Fahrradmitnahme im ICE: Verpackung ist Pflicht, Tarnung schadet nicht.


Fotos: Dahon, Brompton blog, Yahee

Fahrradkarte kaufen und dann nur noch IC statt ICE* fahren? Einen Aufpreis dafür zahlen, dass man nun auch noch mit dem langsameren Zug fahren muss, nur weil man sein Rad dabei hat?
Mein Stolz ist zu groß, also sinne und trachte ich nach Wegen, mein Rennrad kostenlos im ICE zu befördern.

So viel schon jetzt. Es ist mehr oder weniger problemlos möglich, aber über ein Mindestmaß an Leidensfähigkeit sollte man verfügen, vor allem im Bezug auf große Gepäckstücke. Überdies sollte ein Grundstock an Ausrüstung vorhanden sein, zumindest wenn die Rennradmitnahme halbwegs regelmäßig stattfindet.
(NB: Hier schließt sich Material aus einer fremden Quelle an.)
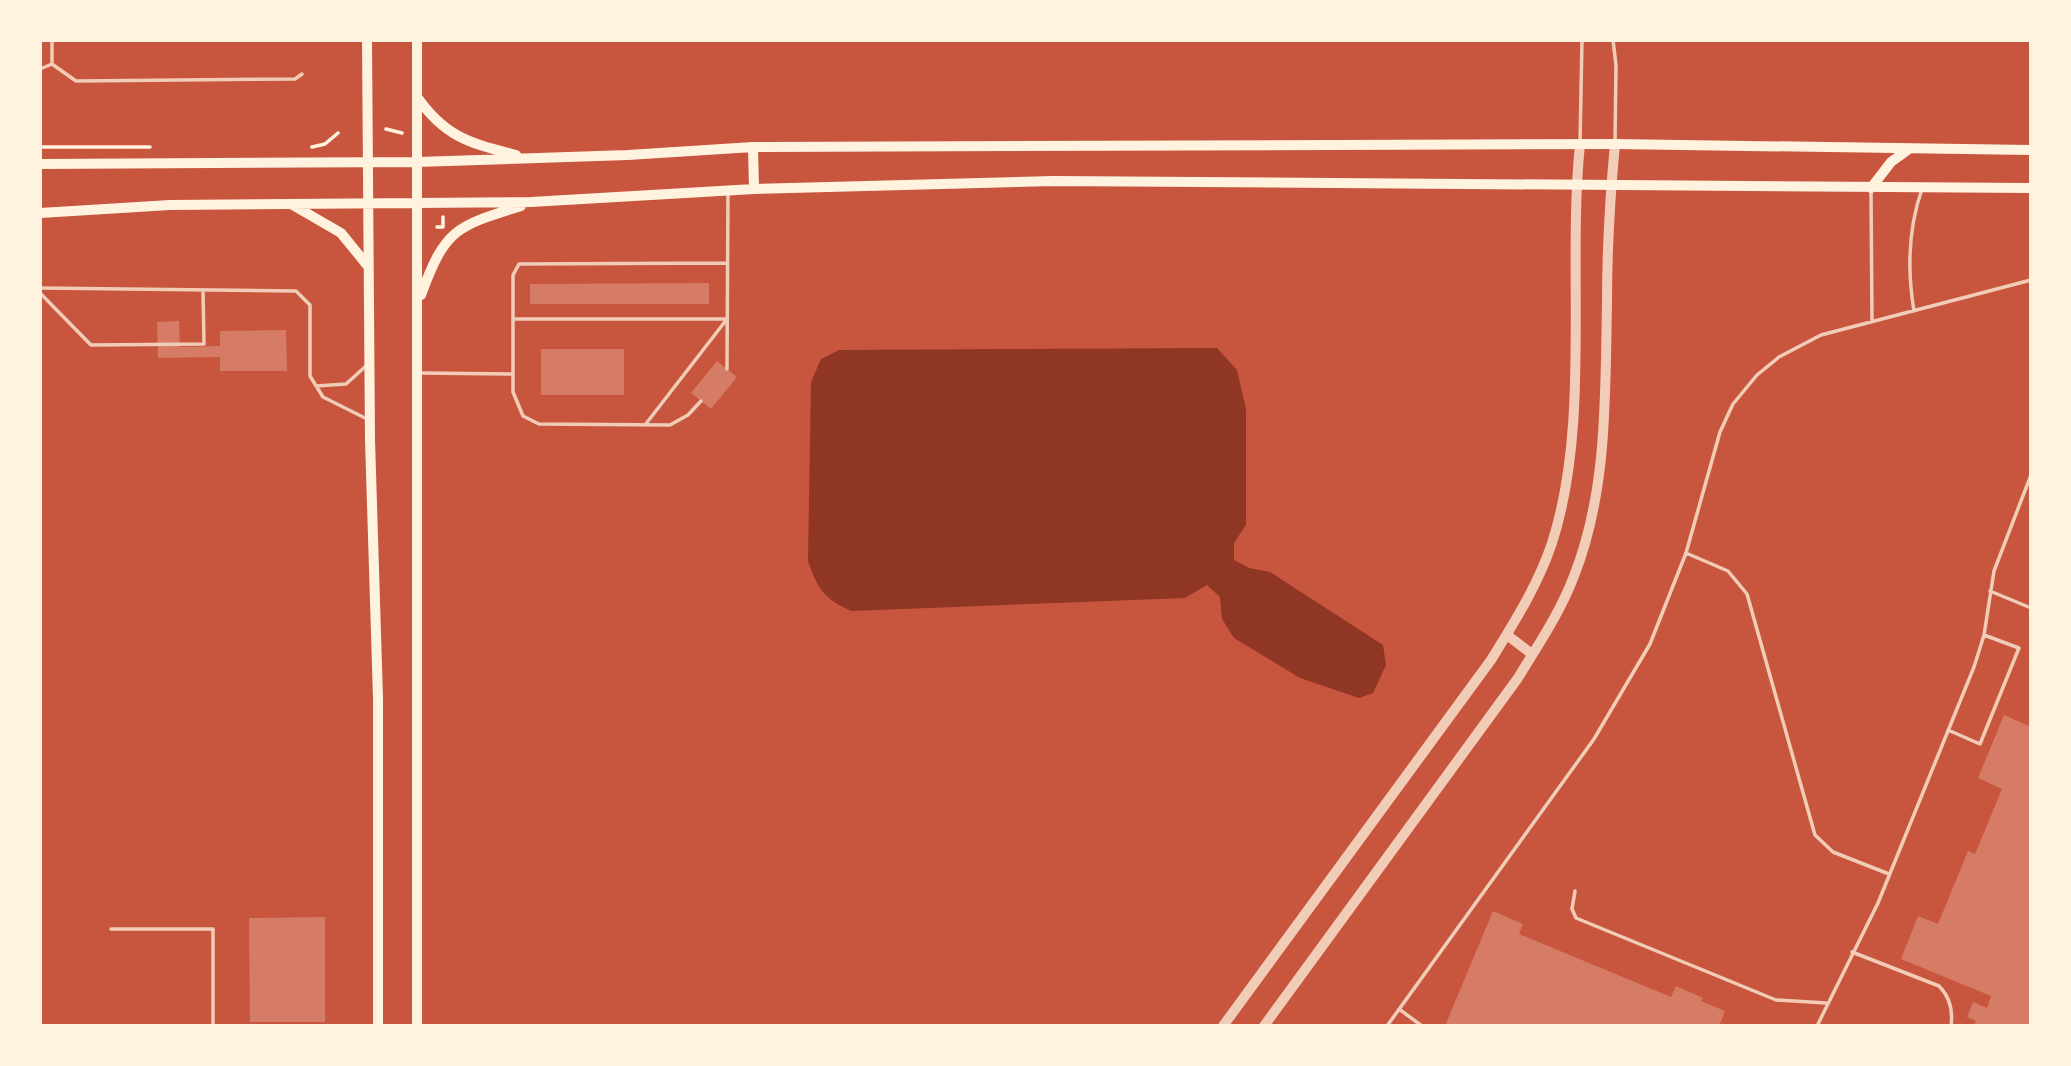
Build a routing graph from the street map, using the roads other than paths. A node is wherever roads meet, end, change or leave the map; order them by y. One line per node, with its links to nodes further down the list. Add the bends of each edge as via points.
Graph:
1 (52, 40): 6 (lane)
2 (367, 40): 17 (main road)
3 (417, 40): 9 (main road)
4 (1582, 40): 10 (lane)
5 (1613, 40): 11 (lane)
6 (52, 64): 7 (lane); 8 (lane, via 76,81 295,79)
7 (40, 69)
8 (302, 75)
9 (417, 97): 15 (main road, via 451,134); 16 (main road)
10 (1580, 144): 11 (main road); 12 (main road); 19 (street)
11 (1615, 144): 13 (main road); 20 (street)
12 (753, 147): 15 (main road); 23 (main road)
13 (1909, 149): 14 (main road); 21 (main road, via 1891,162)
14 (2031, 150)
15 (529, 159): 16 (main road)
16 (417, 162): 17 (main road); 27 (main road)
17 (367, 163): 18 (main road); 26 (main road)
18 (40, 164)
19 (1576, 184): 20 (main road); 23 (main road, via 1053,181); 53 (street, via 1573,411 1563,496 1552,542 1528,601)
20 (1611, 185): 21 (main road); 55 (street, via 1605,392 1597,489 1574,576)
21 (1871, 188): 24 (main road); 40 (lane)
22 (2031, 188): 24 (main road)
23 (754, 189): 25 (main road)
24 (1922, 189): 37 (lane, via 1912,219 1910,246)
25 (728, 190): 28 (main road); 31 (lane)
26 (367, 202): 27 (main road); 29 (main road); 32 (main road)
27 (417, 202): 28 (main road); 36 (main road)
28 (533, 202): 36 (main road, via 458,229 439,251)
29 (288, 203): 30 (main road); 32 (main road, via 350,240)
30 (40, 213)
31 (727, 263): 38 (lane, via 519,264 513,275); 39 (lane)
32 (368, 266): 41 (main road)
33 (2031, 280): 37 (lane)
34 (40, 290): 35 (lane); 35 (lane, via 91,345 204,344)
35 (203, 290): 45 (lane, via 296,290 306,298 310,304 310,376)
36 (418, 301): 43 (main road)
37 (1914, 311): 40 (lane)
38 (513, 319): 39 (lane); 44 (lane)
39 (727, 319): 42 (lane); 48 (lane)
40 (1872, 322): 50 (lane, via 1821,335 1779,357 1733,404 1720,432)
41 (369, 363): 45 (lane, via 346,384); 47 (main road)
42 (727, 369)
43 (420, 373): 44 (lane); 65 (main road, via 415,649)
44 (513, 374): 48 (lane, via 513,392 523,416 539,424)
45 (316, 386): 47 (lane, via 323,397)
46 (701, 401): 48 (lane, via 670,425)
47 (370, 421): 64 (main road, via 378,698)
48 (645, 425)
49 (2031, 475): 51 (lane)
50 (1686, 553): 57 (lane, via 1728,571 1747,594 1815,835 1845,858); 62 (lane, via 1650,644 1594,739)
51 (1990, 591): 52 (lane); 54 (lane)
52 (2031, 607)
53 (1507, 635): 55 (street); 66 (street)
54 (1983, 635): 56 (lane); 56 (lane, via 2019,648 1980,744)
55 (1532, 654): 67 (street)
56 (1948, 730): 57 (lane)
57 (1889, 874): 60 (lane)
58 (1575, 891): 61 (lane, via 1576,918 1776,1000)
59 (111, 929): 63 (lane, via 213,929)
60 (1852, 952): 61 (lane); 71 (lane, via 1939,986 1953,1015)
61 (1827, 1003): 70 (lane)
62 (1399, 1009): 68 (lane); 69 (lane)
63 (213, 1026)
64 (378, 1026)
65 (417, 1026)
66 (1223, 1026)
67 (1264, 1026)
68 (1387, 1026)
69 (1422, 1026)
70 (1817, 1026)
71 (1951, 1026)

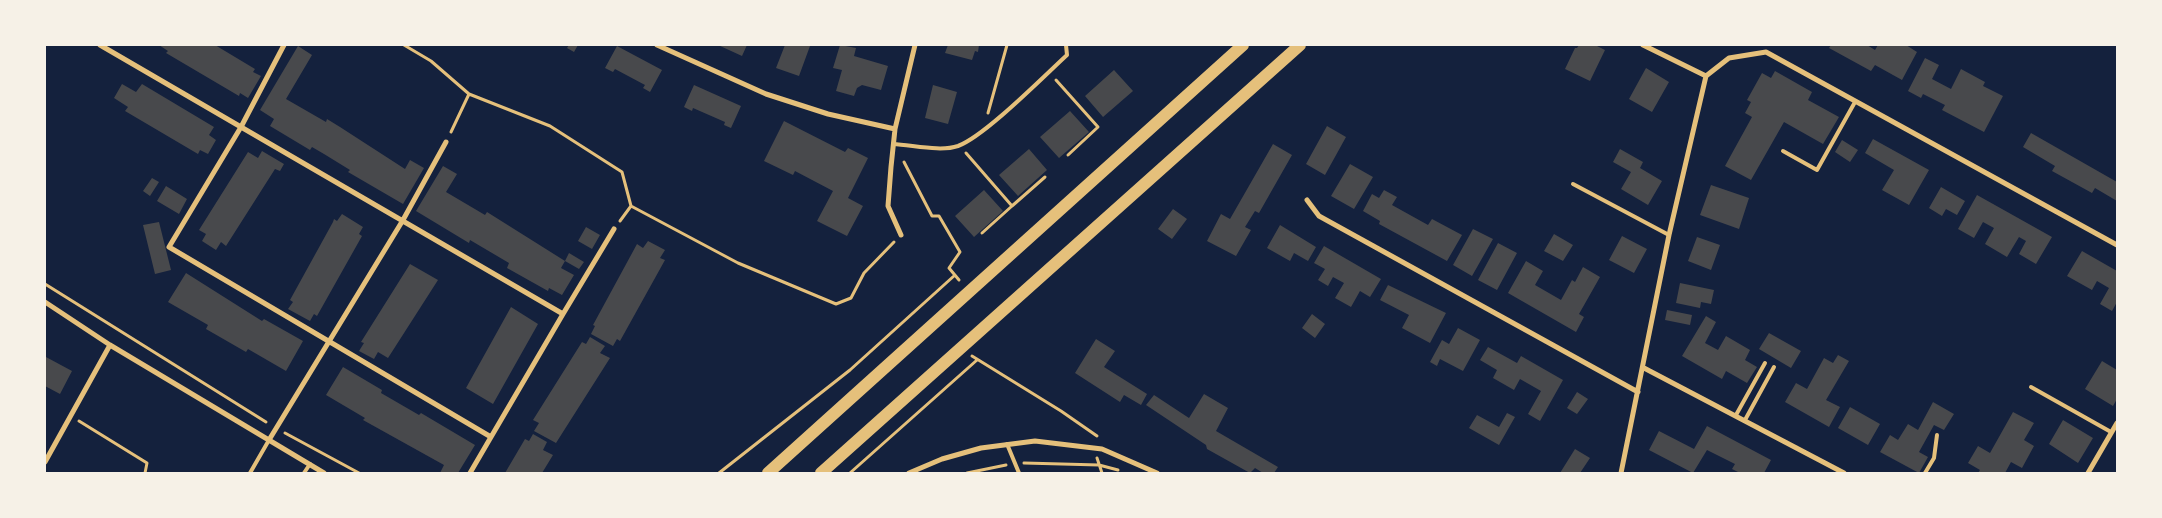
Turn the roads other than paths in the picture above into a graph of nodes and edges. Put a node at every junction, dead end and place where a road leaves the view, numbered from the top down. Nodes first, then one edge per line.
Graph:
1 (100, 45) edge
2 (284, 45) edge
3 (657, 45) edge
4 (916, 45) edge
5 (1066, 45) edge
6 (1242, 45) edge
7 (1300, 45) edge
8 (1642, 45) edge
9 (1706, 76) junction
10 (1855, 102) junction
11 (241, 127) junction
12 (895, 129) junction
13 (446, 142) road end
14 (894, 144) junction
15 (1783, 151) dead end
16 (1573, 184) dead end
17 (1307, 200) dead end
18 (403, 220) junction
19 (614, 229) road end
20 (901, 235) road end
21 (1669, 235) junction
22 (2117, 245) edge
23 (45, 302) edge
24 (563, 314) junction
25 (330, 342) junction
26 (110, 345) junction
27 (1765, 363) dead end
28 (1774, 367) dead end
29 (1644, 368) junction
30 (2031, 387) dead end
31 (1638, 392) junction
32 (1736, 415) junction
33 (1745, 420) junction
34 (2117, 423) edge
35 (2111, 432) junction
36 (1937, 435) dead end
37 (491, 437) junction
38 (269, 440) junction
39 (1007, 444) junction
40 (45, 462) edge
41 (310, 464) junction
42 (250, 473) edge
43 (304, 473) edge
44 (324, 473) edge
45 (470, 473) edge
46 (768, 473) edge
47 (821, 473) edge
48 (909, 473) edge
49 (1019, 473) edge
50 (1157, 473) edge
51 (1621, 473) edge
52 (1844, 473) edge
53 (1925, 473) edge
54 (2088, 473) edge

1 - 11 street
2 - 11 street
3 - 12 street
4 - 12 street
5 - 14 lane
6 - 46 main road
7 - 47 main road
8 - 9 street
9 - 10 street
9 - 21 street
10 - 15 lane
10 - 22 street
11 - 18 street
11 - 25 street
12 - 14 street
13 - 18 street
14 - 20 street
16 - 21 lane
17 - 31 street
18 - 24 street
18 - 25 street
19 - 24 street
21 - 29 street
23 - 26 street
24 - 37 street
25 - 37 street
25 - 38 street
26 - 38 street
26 - 40 street
27 - 32 lane
28 - 33 lane
29 - 31 street
29 - 32 street
30 - 35 lane
31 - 51 street
32 - 33 street
33 - 52 street
34 - 35 street
35 - 54 street
36 - 53 lane
37 - 45 street
38 - 41 street
38 - 42 lane
39 - 48 street
39 - 49 lane
39 - 50 street
41 - 43 lane
41 - 44 street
Mein erster Rennradtransport (Berlin-Mannheim) war ein Müllsacktransport. In drei bis vier schwarzgraue Müllsäcke gehüllt (die Laufräder gehen extra) und mit Pappe aus dem Supermarkt gepolstert, glichen Rahmen und Anbauteile zwar keinem gebräuchlichen Koffermodell**, verstießen aber auch gegen keine geltenden Mitnahmevorschriften. Wer dann noch am Zugende sein Quartier aufschlägt, kann sein übergroßes Gepäck auch gleich hinter den Einstieg deponieren. Hier steigen nur wenige Passagiere ein und aus, und anders als am Kopf der Zuges, wo der Zugang zum Führerhaus der Lok blockiert würde, steht das Rad hier nicht im Weg.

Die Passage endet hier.